If you're a Bengals fan, then we'll presume you watched at least the first 12 minutes of last night's Hall-of-Fame game between Dallas and Cincinnati. Actually, even you're not a Bengals fan, we'll assume you watched it because the game garnered the highest ratings in 6-years for an NFL preseason contest.
Now, if you turned the game off in the second quarter, no one can blame you. Watching J.T. O'Sullivan play quarterback is more painful than watching your dog die from feline AIDS that he contracted during unprotected sex with a stray cat.
Without looking at the
box score, try and answer the following question:
Which number is higher?
A.) J.T. O'Sullivan's QB rating from last night
B.) The number of times Kevin Huber punted
C.) The length of Ron Jeremy's Dong
D.) Both B & C
If you guessed E -- J.T. O'Sullivan is the worst QB in the history of organized football -- then you are correct. We would have also accepted B, C and B & C. (O'Sullivan had a 7.0 QB rating, Huber punted 10 times and from what we've heard, Jeremy's dong is over 7 inches. Our senior pornography correspondent should have this verified by the end of the night)
With the O'Sullivan complaints now out of the way, its time to play our favorite game: "Who we liked, who we didn't like and who should be pooping their pants?"
Who We Liked
Jordan Shipley: He can catch passes and return punts (If you fell asleep at halftime, he set up the Bengals only touchdown with a 63-yard punt return in the fourth quarter), but more importantly, he has Laveranues Coles number. The sooner we forget about Coles the better. Coles left a sour taste in our mouths, you know, the same kind of taste that rancid 11-month old chocolate milk leaves when its mixed with expired baby food.

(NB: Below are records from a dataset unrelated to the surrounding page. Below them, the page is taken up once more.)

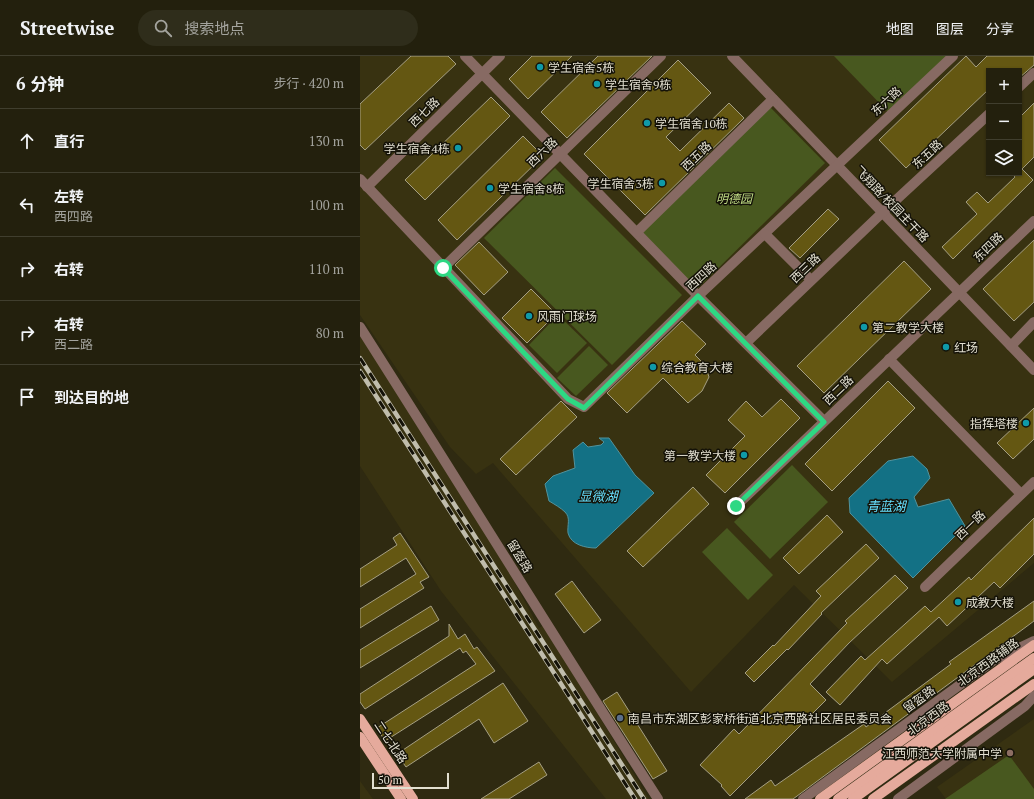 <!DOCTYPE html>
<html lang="zh">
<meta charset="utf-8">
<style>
body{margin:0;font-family:"PT Serif","Noto Sans SC",serif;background:#2f2d1b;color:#f1f3f6}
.controls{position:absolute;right:12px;top:12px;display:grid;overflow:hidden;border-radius:0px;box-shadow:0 1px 3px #0004}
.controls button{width:36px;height:36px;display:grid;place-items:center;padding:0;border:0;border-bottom:1px solid #403e2e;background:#23200d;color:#f1f3f6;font:20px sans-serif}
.scale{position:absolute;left:12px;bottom:10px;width:77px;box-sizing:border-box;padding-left:4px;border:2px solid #e2dfd0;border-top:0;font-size:11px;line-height:14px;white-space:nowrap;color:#e2dfd0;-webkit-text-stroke:3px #141208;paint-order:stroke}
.stop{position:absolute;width:12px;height:12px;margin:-9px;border:3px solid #2ed883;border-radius:50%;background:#fff}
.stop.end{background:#2ed883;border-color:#fff;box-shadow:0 1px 4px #0008}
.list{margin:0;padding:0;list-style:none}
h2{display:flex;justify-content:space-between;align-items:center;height:52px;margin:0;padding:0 16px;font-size:17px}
h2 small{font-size:13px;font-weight:400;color:#a3a39d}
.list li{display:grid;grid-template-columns:26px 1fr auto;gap:12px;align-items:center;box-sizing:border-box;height:64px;padding:0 16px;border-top:1px solid #403e2e}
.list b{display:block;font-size:15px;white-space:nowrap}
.list p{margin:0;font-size:13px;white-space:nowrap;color:#a3a39d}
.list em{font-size:13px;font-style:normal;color:#a3a39d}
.icon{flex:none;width:22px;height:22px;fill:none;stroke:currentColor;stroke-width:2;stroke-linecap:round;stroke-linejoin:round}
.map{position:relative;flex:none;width:674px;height:743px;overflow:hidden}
header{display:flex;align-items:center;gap:24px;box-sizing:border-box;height:56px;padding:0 20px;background:#23200d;border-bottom:1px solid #403e2e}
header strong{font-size:19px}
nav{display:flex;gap:22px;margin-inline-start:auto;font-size:14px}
.search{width:280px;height:36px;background:#2f2d1b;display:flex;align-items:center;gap:10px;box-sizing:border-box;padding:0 14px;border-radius:22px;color:#a3a39d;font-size:15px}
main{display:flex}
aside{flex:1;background:#23200d}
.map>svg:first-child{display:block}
.built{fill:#383211;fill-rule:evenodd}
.green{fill:#48581f}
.water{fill:#137185;stroke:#51929c}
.building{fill:#645712;stroke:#a59f83}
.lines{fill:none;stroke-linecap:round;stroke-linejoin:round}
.minor{stroke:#876a63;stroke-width:10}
.major{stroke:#e5aa9c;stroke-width:10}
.rail-casing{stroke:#c0bdac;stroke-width:4.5}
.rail{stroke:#141208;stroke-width:3;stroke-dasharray:9;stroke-linecap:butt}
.route{stroke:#2ed883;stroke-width:5}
.culture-dot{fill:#0f9aa8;stroke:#141208;stroke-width:1.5}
.service-dot{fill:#5c6f8a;stroke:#141208;stroke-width:1.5}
.education-dot{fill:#8d6e63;stroke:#141208;stroke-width:1.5}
.labels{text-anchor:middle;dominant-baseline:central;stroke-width:3;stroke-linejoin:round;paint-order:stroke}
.poi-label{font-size:12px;fill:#e2dfd0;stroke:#141208;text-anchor:start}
.street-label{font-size:12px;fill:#e2dfd0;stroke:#141208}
.park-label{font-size:12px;font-style:italic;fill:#c1dd86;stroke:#141208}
.water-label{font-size:13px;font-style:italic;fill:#66dffe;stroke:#141208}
</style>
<header>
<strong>Streetwise</strong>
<div class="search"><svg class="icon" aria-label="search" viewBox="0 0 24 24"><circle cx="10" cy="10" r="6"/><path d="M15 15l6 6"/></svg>搜索地点</div>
<nav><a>地图</a><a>图层</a><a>分享</a></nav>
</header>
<main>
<aside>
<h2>6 分钟<small>步行 · 420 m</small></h2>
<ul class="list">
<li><svg class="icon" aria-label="ahead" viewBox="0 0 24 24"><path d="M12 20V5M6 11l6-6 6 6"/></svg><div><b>直行</b></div><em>130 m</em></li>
<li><svg class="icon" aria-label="left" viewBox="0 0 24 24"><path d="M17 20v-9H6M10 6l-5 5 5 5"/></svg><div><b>左转</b><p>西四路</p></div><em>100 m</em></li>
<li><svg class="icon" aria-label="right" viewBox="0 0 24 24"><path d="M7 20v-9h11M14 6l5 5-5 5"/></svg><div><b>右转</b></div><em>110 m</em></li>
<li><svg class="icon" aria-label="right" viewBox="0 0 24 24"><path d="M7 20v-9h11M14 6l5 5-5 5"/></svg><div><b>右转</b><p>西二路</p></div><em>80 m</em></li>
<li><svg class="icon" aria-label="arrive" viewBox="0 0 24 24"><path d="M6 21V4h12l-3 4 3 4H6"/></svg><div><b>到达目的地</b></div></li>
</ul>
</aside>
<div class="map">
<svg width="674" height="743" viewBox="0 0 674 743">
<rect width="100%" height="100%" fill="#2f2a11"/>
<g class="built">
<path d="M0 0H674V507L532 626 434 529 331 636 133 407 116 418 90 391 0 259ZM629 15H659V117H629Z"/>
<polygon points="0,274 131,482 179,572 184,569 289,743 246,743 81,535 0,410"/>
<polygon points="674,663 674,743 586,743 577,731"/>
<polygon points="0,725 13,743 0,743"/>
</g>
<g class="green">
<polygon points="474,0 590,0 529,57"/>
<polygon points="410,51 465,107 337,233 282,176"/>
<polygon points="195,112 322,239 252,309 124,182"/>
<polygon points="198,259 227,287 197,317 169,289"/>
<polygon points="229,290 248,309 216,340 197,322"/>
<polygon points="432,409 468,446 410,503 374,466"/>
<polygon points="367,472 413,519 388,544 342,496"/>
<polygon points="649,699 674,733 674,743 585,743"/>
</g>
<g class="water">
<path d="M239 382H249L275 419 294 437 236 492C226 492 211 489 208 477 207 469 211 462 205 456 201 452 194 448 189 445L185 428 193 420 215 412 213 394 223 386 228 391 241 389 244 386Z"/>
<polygon points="553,400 567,413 570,422 554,441 558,451 589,443 605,470 553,522 490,457 489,442 528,405"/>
</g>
<g class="building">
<polygon points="51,0 88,0 96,8 5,94 0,89 0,48"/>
<polygon points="172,0 212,0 168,43 149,23"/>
<polygon points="238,0 292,0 207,82 181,56"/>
<polygon points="606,0 616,11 627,0 674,0 674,9 659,22 659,15 629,15 629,33 546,112 519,84"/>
<polygon points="318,4 351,37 306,81 320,95 369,47 384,62 285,159 224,98"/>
<polygon points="131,41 150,60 65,144 45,124"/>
<polygon points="674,47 674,101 662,113 673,124 593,203 582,191 617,158 606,146 617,136 628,147 655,121 651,117 659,117 659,62"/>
<polygon points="163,80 183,100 97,184 78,164"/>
<polygon points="468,153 479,163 440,202 429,192"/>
<polygon points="674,184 674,246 654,265 623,233"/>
<polygon points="119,186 148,216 124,239 95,209"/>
<polygon points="544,205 571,233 464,337 437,310"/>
<polygon points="171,233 196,258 167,287 142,262"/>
<polygon points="322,265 346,288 335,299 345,309 349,321 342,335 328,347 303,322 267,357 247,337"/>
<polygon points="528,325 555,352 472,435 445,408"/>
<polygon points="421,343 440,362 365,437 346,419 385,380 368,364 386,345 402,361"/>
<polygon points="201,345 217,361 156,419 140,403"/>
<polygon points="674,352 674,383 653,403 637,387"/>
<polygon points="333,431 349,448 283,511 267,495"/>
<polygon points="467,459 483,476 439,518 423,502"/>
<polygon points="674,462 674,498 640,532 634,526 587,570 579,561 527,608 522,603 480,649 466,636 501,600 505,604 565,550 571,556 609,521 611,524"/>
<polygon points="40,477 69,521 60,526 64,532 0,572 0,553 56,518 46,502 0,531 0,513 37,489 33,482"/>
<polygon points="506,488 519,502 461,557 462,558 428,594 427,593 394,626 385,617 413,589 414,590 461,540 456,535"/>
<polygon points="535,519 548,532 489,587 450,628 466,644 370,740 361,730 362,729 340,709 374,673 379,678 487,567 485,565"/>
<polygon points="212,525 241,564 224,577 195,538"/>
<polygon points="674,545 674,565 433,743 385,743 411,724 415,730 504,668 506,671 591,608 589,606"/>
<polygon points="71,550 79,564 0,612 0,594"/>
<polygon points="89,568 98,583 105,578 114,593 117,591 135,615 25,685 17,672 116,608 106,595 103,597 100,592 5,653 0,646 0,638 89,580"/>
<polygon points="143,627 168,665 134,687 119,663 46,711 37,698"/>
<polygon points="257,636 307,715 293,723 243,645"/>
<polygon points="179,706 187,719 149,743 121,743"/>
</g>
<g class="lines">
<g class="minor">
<polyline points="105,0 338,240 464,365"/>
<polyline points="372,0 674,314"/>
<polyline points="659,31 674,17"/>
<polyline points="0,123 208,343 224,351 338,240 593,0"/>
<polyline points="7,131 140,0"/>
<polyline points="277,176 413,43"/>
<polyline points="405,178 451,224"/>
<polyline points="83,212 301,0"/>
<path d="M0 271C100 428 197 586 298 743"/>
<polyline points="386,287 523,156 629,58"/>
<polyline points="651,290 674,266"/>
<polyline points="529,303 661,438"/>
<polyline points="376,450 674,165"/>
<polyline points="565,531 674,426"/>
<polyline points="443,743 634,604 674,585"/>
<polyline points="538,743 665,650 674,640"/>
</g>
<g class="major">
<polyline points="0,663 53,743"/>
<polyline points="0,681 41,743"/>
<polyline points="460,743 674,589"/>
<polyline points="478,743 674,602"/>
<polyline points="493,743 674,613"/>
<polyline points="513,743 674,628"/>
</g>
<defs>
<g id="rail">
<polyline points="0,302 284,743"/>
<polyline points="0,315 275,743"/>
</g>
</defs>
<use href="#rail" class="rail-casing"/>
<use href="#rail" class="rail"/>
</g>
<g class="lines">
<polyline class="route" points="83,212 208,343 224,352 338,240 464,366 376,450"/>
</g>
<g class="culture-dot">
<circle cx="180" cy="11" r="4"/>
<circle cx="237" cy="28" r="4"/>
<circle cx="287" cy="67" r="4"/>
<circle cx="98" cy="92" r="4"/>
<circle cx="302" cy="127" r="4"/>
<circle cx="130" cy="132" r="4"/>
<circle cx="169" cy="260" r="4"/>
<circle cx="504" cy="271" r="4"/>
<circle cx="586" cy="291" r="4"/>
<circle cx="293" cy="311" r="4"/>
<circle cx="666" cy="367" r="4"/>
<circle cx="384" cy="399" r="4"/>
<circle cx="598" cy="546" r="4"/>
</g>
<circle class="service-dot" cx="260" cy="662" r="4"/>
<circle class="education-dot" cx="650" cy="697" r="4"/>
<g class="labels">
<g class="poi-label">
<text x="188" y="11">学生宿舍5栋</text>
<text x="245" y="28">学生宿舍9栋</text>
<text x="295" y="67">学生宿舍10栋</text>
<text x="90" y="92" text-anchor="end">学生宿舍4栋</text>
<text x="294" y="127" text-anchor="end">学生宿舍3栋</text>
<text x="138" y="132">学生宿舍8栋</text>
<text x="177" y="260">风雨门球场</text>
<text x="512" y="271">第二教学大楼</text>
<text x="594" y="291">红场</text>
<text x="301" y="311">综合教育大楼</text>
<text x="658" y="367" text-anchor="end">指挥塔楼</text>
<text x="376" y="399" text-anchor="end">第一教学大楼</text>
<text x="606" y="546">成教大楼</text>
<text x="268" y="662">南昌市东湖区彭家桥街道北京西路社区居民委员会</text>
<text x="642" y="697" text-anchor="end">江西师范大学附属中学</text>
</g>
<g class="street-label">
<text transform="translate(526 45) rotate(-43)">东六路</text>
<text transform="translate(64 56) rotate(-44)">西七路</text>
<text transform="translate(182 96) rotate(-44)">西六路</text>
<text transform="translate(567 98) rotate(-43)">东五路</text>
<text transform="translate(336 100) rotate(-44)">西五路</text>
<text transform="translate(532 148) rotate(46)">飞翔路/校园主干路</text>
<text transform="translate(628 191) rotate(-44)">东四路</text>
<text transform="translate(445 212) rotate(-44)">西三路</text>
<text transform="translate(341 220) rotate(-43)">西四路</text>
<text transform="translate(478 334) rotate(-44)">西二路</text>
<text transform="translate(610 469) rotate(-44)">西一路</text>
<text transform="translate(160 500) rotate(59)">留盔路</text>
<text transform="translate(628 606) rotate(-36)">北京西路辅路</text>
<text transform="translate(559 643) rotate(-36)">留盔路</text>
<text transform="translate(568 662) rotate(-36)">北京西路</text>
<text transform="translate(31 686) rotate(56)">二七北路</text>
</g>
<g class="park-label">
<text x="374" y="142">明德园</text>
</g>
<g class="water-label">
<text x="238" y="440">显微湖</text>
<text x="526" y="450">青蓝湖</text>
</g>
</g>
</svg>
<div class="controls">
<button>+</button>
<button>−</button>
<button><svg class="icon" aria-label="layers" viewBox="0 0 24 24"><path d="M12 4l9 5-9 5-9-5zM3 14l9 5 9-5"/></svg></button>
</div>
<div class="scale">50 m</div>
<div class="stop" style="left:83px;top:212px"></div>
<div class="stop end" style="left:376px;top:450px"></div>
</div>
</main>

Geno Atkins: We're going to call this guy 'The Diet' until it catches on with Bengals fans everywhere (Get it, Atkins Diet. OK, punch us in the face. Its not funny or clever and it sounds like something Chris Berman would come up with). The Diet had four tackles and a sack that went for a big loss (Get it again, on a diet you lose pounds, this diet makes you lose yards. Fuck, OK, we'll stop now). Plus Geno disrupted the Cowboys offense in the same way a crying baby disrupts a cross-country flight.
Pac-Man Jones: Adam Jones looked more like Indiana Jones last night. Every time he was near the football, it looked like he was pretending the ball was the holy grail and the Cowboys were the Nazi's trying to steal it. Jones even impressively opened the game with a nice play on Cowboys No. 1 receiver/Nazi Miles Austin. He also looked quick on his kickoff returns, which is kind of surprising because back in February the Bengals didn't sign him because he had an Albert Haynesworth-esque 40 time.
Matt Jones: With the price of Colombian grade cocaine going up daily, Jones knows he has to make the team so he can afford the stuff, accordingly, he ended the game with 42 yards on three catches. Here are his plusses: Jones is almost 7 feet tall, thanks to Ocho and Owens, most teams probably won't even bother to cover him, which is good because he can catch. Oh and most importantly, he plays quarterback. A piece of lawn furniture would be an upgrade from O'Sullivan. Jones would make a nice backup or 3rd string QB. However, unless he averages 125 receiving yards a game during the preseason, he probably won't make the team. But it's nice to know he tried hard yesterday.
Chase Coffman is alive: Most people thought he was dead. Well he's not. He caught a 21-yard pass on a 4th-and-17 (By the way, with a kicking competition going on, Marvin passed on a 52-yard field goal to go for it on fourth-and-17. Good call coach. And yes, we are wondering if a kicker molested Marvin Lewis as a child because he seems to hate them a lot).
Punt Coverage Team: At least three Cowboy punt returners almost died last night. We're pretty sure it was Brandon Ghee and Gibril Wilson that made the bone crushing hits, feel free to correct us if we're wrong.
Who We Didn't Like
Any QB with a first name that starts with "J": O'Sullivan was dreadful. Watching him play was like watching Wesley Snipes act. You know they're really trying, but the bottom line is, they just don't have any talent. Jordan Palmer was a little bit more respectable. He led the Bengals on their only touchdown drive (ha ha ha ha, that's a joke, it was a 1-yard drive setup by Shipley's punt return.) He also completed two passes to Cowboys players and four to Bengals players. Generally, that is not a ratio that wins games in the NFL.
Who Should be Pooping Their Pants
Quan Cosby: Cosby catches passes over the middle, he returns punts and he can generally play special teams. You know who else does all that: Jordan Shipley. Shipley is younger, cheaper and he plays the guitar better, as he proves in the picture below.
By the way, in case you're wondering, the horrible play of the Bengals first team offense didn't bother us one bit. It was their first time out and they played like it. Did you try 17 different positions the first time you had sex? No. The offense went missionary style. They didn't do anything fancy, they tried out a few plays, threw T.O. a couple balls and called it a night.